:: Dataset excerpts ::

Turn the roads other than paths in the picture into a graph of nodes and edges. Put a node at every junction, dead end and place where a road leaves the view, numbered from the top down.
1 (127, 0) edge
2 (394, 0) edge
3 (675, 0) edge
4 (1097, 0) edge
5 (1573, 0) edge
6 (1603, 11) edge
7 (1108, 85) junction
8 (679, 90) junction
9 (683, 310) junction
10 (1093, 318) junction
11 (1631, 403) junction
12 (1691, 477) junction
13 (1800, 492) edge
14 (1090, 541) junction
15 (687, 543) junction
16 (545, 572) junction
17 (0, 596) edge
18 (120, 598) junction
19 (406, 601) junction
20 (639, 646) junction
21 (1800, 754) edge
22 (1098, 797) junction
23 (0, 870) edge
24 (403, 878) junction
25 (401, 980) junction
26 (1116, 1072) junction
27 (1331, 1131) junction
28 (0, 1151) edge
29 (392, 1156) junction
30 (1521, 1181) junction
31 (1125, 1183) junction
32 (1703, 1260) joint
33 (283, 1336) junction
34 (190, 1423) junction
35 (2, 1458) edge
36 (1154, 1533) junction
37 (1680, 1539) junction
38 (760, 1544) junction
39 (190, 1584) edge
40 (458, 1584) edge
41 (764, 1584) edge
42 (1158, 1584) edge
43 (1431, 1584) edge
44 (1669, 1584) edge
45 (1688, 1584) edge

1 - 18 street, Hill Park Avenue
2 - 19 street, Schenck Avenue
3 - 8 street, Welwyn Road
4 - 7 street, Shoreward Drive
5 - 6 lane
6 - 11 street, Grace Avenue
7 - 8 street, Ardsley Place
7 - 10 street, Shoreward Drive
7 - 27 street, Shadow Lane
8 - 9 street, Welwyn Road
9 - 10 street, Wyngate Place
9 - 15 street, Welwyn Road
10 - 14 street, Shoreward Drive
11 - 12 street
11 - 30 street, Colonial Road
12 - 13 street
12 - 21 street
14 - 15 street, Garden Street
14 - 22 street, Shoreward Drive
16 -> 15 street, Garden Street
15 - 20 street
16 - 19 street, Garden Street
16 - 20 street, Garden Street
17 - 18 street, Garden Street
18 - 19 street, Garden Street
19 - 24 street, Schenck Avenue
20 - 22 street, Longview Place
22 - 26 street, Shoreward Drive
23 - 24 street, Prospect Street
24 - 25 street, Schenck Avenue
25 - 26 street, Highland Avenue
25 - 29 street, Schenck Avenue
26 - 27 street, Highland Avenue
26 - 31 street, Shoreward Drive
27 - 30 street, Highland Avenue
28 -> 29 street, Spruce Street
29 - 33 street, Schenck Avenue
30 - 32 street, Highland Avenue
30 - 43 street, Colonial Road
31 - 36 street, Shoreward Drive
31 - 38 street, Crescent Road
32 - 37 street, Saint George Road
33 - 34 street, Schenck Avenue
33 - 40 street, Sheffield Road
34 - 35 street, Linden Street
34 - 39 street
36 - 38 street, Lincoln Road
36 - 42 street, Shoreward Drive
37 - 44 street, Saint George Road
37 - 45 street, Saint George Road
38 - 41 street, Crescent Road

:::

• **Problem details**
Filter the entries and copy out every line with the word "Drive".

• **Exercise answer**
4 - 7 street, Shoreward Drive
7 - 10 street, Shoreward Drive
10 - 14 street, Shoreward Drive
14 - 22 street, Shoreward Drive
22 - 26 street, Shoreward Drive
26 - 31 street, Shoreward Drive
31 - 36 street, Shoreward Drive
36 - 42 street, Shoreward Drive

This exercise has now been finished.